TABLE OF CONTENTS INTRODUCTION I. A BRIEF BACKGROUND ON OUTSOURCING II. THE GROWTH IN LEGAL OUTSOURCING A. Recent Trends B. Why India? III. THE BUSINESS MODEL FOR LEGAL OUTSOURCING: AN EMPIRICAL CASE STUDY IV. THE LEGAL ENVIRONMENT FOR ORDINARY INDIANS A. The Problems at Home B. Confronting (and Avoiding) India's Judicial Dilemma V. FUNDING REFORM THROUGH LEGAL OUTSOURCING A. "The Public Be Damned. I'm Working for My Stockholders." B. Sketching Out Ethical and Economic Justifications for a "Good Governance Fee": Concluding Remarks INTRODUCTION

Over the past several years, there has been a vigorous debate in the United States over the benefits of outsourcing. Even amidst the ongoing threat of terrorism and the war in Iraq, the subject of outsourcing, perhaps not surprisingly, made its way into the last presidential campaign. One notable exchange highlighting the volatile nature of this issue occurred when then-White House economic advisor Gregory Mankiw remarked in February 2004 that outsourcing American jobs to foreign workers abroad was just "a new way of doing international trade" (1) and "a plus for the [U.S.] economy in the long run." (2) Both Republicans and Democrats soon pounced on Mankiw. Republican Speaker of the House Dennis Hastert noted that Mankiw's "theory fails a basic test of real economics," (3) and even President Bush responded coolly to Mankiw's assertion. (4) Not to be outdone, the Democratic presidential nominee, Senator John Kerry, condemned the White House economic team and labeled business executives who engaged in outsourcing as "Benedict Arnold C.E.O.'s." (5)

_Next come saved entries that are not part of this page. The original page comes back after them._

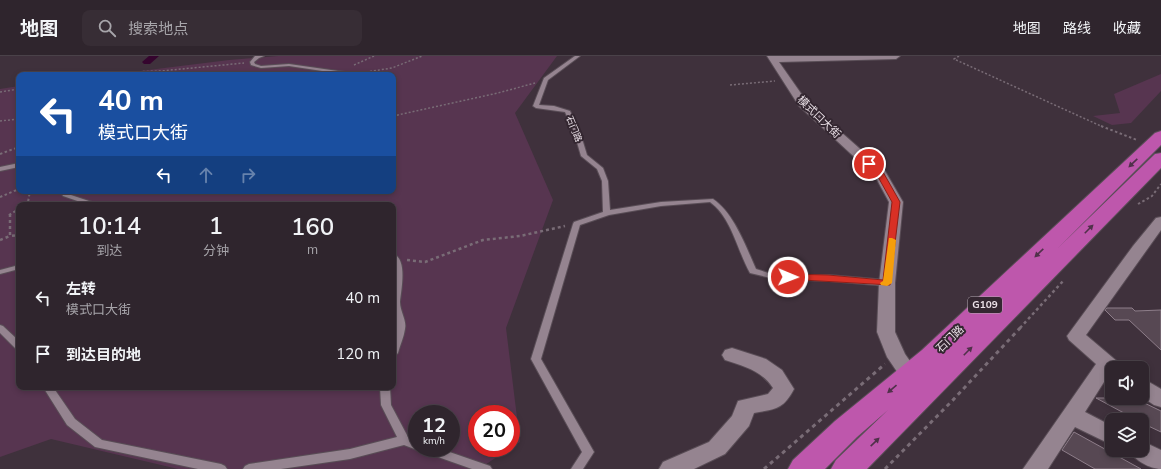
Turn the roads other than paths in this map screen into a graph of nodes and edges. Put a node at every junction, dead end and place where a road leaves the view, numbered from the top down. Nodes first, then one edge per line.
1 (262, 56) edge
2 (578, 56) edge
3 (896, 56) edge
4 (772, 58) edge
5 (343, 72) edge
6 (1158, 146) edge
7 (16, 166) edge
8 (0, 169) edge
9 (64, 194) edge
10 (87, 202) edge
11 (606, 213) junction
12 (1161, 221) edge
13 (396, 264) edge
14 (16, 268) edge
15 (0, 272) edge
16 (887, 283) junction
17 (396, 303) edge
18 (396, 303) edge
19 (0, 328) edge
20 (396, 343) edge
21 (16, 344) edge
22 (732, 355) dead end
23 (1105, 362) edge
24 (1105, 371) edge
25 (910, 374) junction
26 (50, 390) edge
27 (385, 390) edge
28 (1149, 391) edge
29 (1161, 399) edge
30 (1071, 415) junction
31 (1105, 432) edge
32 (404, 440) junction
33 (408, 442) edge
34 (1149, 455) edge
35 (452, 457) edge
36 (1161, 461) edge
37 (221, 469) edge
38 (249, 469) edge
39 (486, 469) edge
40 (577, 469) edge
41 (672, 469) edge
42 (804, 469) edge
43 (847, 469) edge
44 (1035, 469) edge

1 - 5 lane
2 - 11 lane, 石门路
3 - 4 street
4 - 16 street, 模式口大街
6 -> 25 highway, 石门路 / G109
43 -> 6 highway, 石门路 / G109
7 - 8 lane
9 - 10 lane
11 - 16 lane
11 - 40 lane
12 - 23 street
13 - 18 lane
14 - 15 lane
16 - 25 street, 模式口大街
17 - 20 lane
19 - 21 lane
22 - 41 street
24 - 30 street
25 -> 42 highway, 石门路 / G109
26 - 37 lane
27 - 32 lane
28 - 29 street
30 - 31 street
30 - 44 street
32 - 33 lane
32 - 38 lane
34 - 36 street
35 - 39 lane

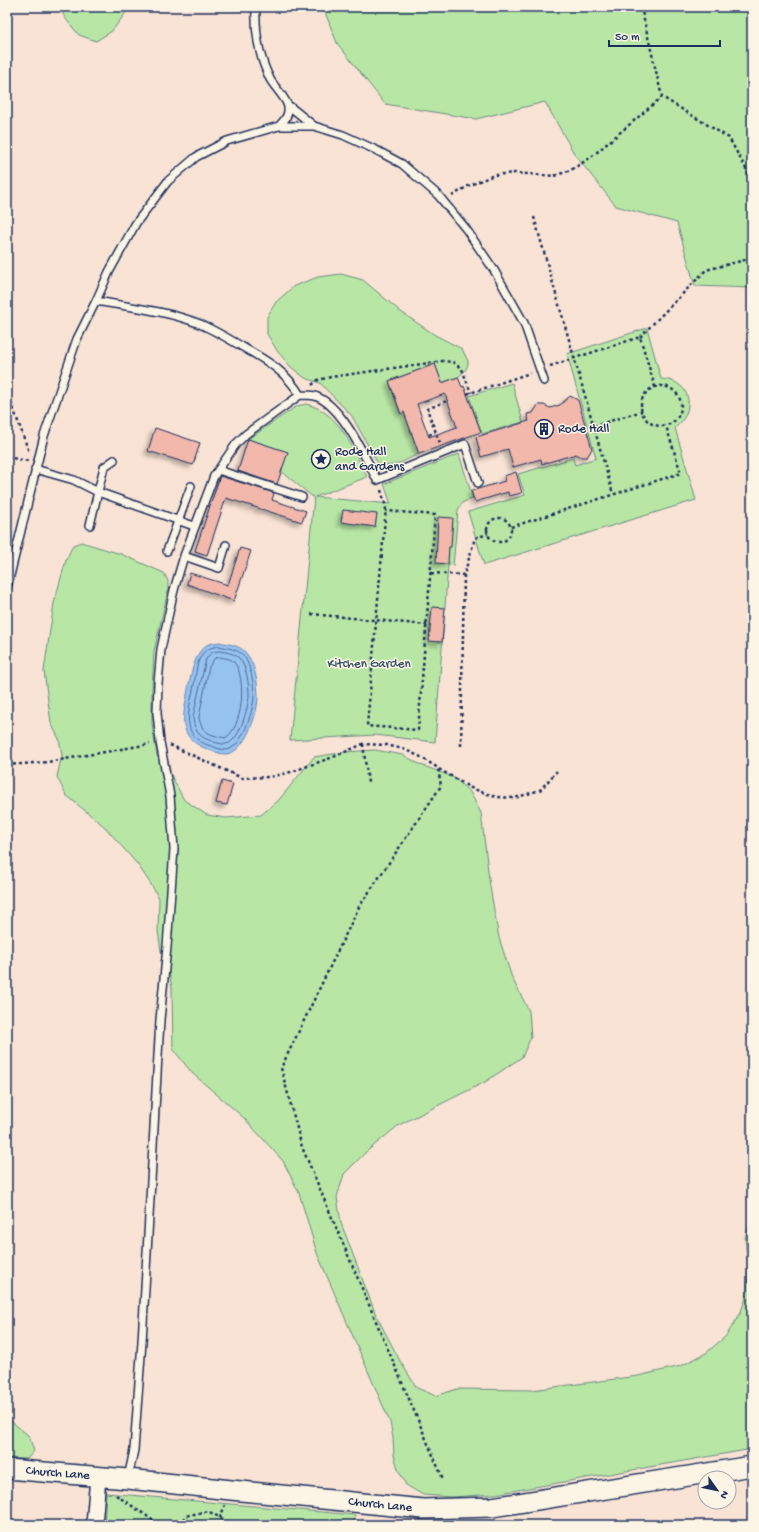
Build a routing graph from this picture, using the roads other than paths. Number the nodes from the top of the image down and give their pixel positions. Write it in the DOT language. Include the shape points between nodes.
graph roads {
  1 [pos="256,7"];
  2 [pos="288,105"];
  3 [pos="279,126"];
  4 [pos="314,126"];
  5 [pos="96,301"];
  6 [pos="544,381"];
  7 [pos="300,396"];
  8 [pos="114,460"];
  9 [pos="35,469"];
  10 [pos="218,470"];
  11 [pos="478,483"];
  12 [pos="191,486"];
  13 [pos="98,492"];
  14 [pos="302,497"];
  15 [pos="178,521"];
  16 [pos="90,525"];
  17 [pos="194,526"];
  18 [pos="226,545"];
  19 [pos="167,551"];
  20 [pos="184,556"];
  21 [pos="7,588"];
  22 [pos="752,1466"];
  23 [pos="7,1469"];
  24 [pos="98,1477"];
  25 [pos="128,1479"];
  26 [pos="94,1525"];
  1 -- 2 [label="lane" via="256,28 265,67"];
  2 -- 3 [label="lane" via="286,117"];
  2 -- 4 [label="lane"];
  3 -- 4 [label="lane"];
  3 -- 5 [label="lane" via="212,148 196,157 168,181 139,218"];
  4 -- 6 [label="lane" via="343,135 402,164 443,202 466,229 510,297 524,323"];
  5 -- 7 [label="lane" via="200,324 282,371"];
  5 -- 9 [label="lane" via="77,339"];
  7 -- 10 [label="lane" via="246,434"];
  7 -- 11 [label="lane" via="310,395 321,399 343,419 377,480 465,444"];
  8 -- 13 [label="lane" via="104,467"];
  9 -- 13 [label="lane" via="74,480"];
  9 -- 21 [label="lane"];
  10 -- 14 [label="lane"];
  10 -- 17 [label="lane"];
  12 -- 15 [label="lane"];
  13 -- 15 [label="lane"];
  13 -- 16 [label="lane"];
  15 -- 17 [label="lane"];
  15 -- 19 [label="lane"];
  17 -- 20 [label="lane"];
  18 -- 20 [label="lane" via="219,568"];
  20 -- 25 [label="lane" via="161,649 158,683 157,713 170,796 174,849 160,1020 142,1342 134,1450"];
  22 -- 25 [label="street, Church Lane" via="492,1507 423,1509"];
  23 -- 24 [label="street, Church Lane"];
  24 -- 25 [label="street, Church Lane"];
  24 -- 26 [label="street"];
}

Clearly, in conventional discourse outsourcing has come to signify the transfer of services to markets where costs are lower to employers. There is no shortage of stories that discuss how American companies have been increasingly turning to cheaper workers in places like India, China, and Brazil to perform lower-skilled, labor-intensive jobs, such as staffing those now famous call centers. (6) Paralleling this trend, during the past decade high-technology firms, such as Microsoft and Dell, have been hiring sophisticated software engineers in developing countries. (7) As New York Times columnist Thomas Friedman recently wrote, because of the worldwide reduction in economic and trade barriers, previously noncompetitive countries are now able to compete against advanced industrialized states. (8) In fact, according to Friedman, progress in technology, telecommunications, the Internet, and outsourcing have all helped the world become more "flat." (9)

Many have embraced this globalizing economic trend. Supporters argue that relying on relatively inexpensive and talented laborers in places like Bangalore, Beijing, or Brasilia frees up capital in the United States which then can be used to hire Americans to develop more cutting-edge, innovative technologies. (10) On the other hand, critics note that when real, living Americans see jobs they once did now being performed by workers overseas, it is hard not to infer that the practice of outsourcing hurts the U.S. labor market. (11)

To the extent that call centers and information technology (IT), in particular, along with wages, jobs, free trade, and principles of macroeconomics, more generally, remain at the center of the outsourcing debate, it is unlikely that either side will retreat from its position anytime soon. But what happens when the types of services outsourced move beyond the industrial, manufacturing, and technology sectors? Since 1995 a growing number of American legal services have been outsourced to different countries around the world. (12) Tasks from the preparation of simple documents, to patent applications and appellate briefs (one of which reached the U.S. Supreme Court in 2005), are increasingly being handled by foreign workers. (13) In 2004 alone, 12,000 legal jobs were outsourced abroad, and by 2015 one research firm estimates that the total number will near 80,000. (14)

Interestingly, few academic studies have been published that examine the specific issue of legal outsourcing. (15) Perhaps both supporters and critics of outsourcing see the performance of certain types of legal tasks as not substantively different from other outsourced work, such as reading X-rays, developing computer chips, and preparing tax returns for American companies. Why not then expect low-cost foreign workers to perform certain types of legal services? This Article shall argue that there are many forms to the legal outsourcing model and a range of legal services that can be provided.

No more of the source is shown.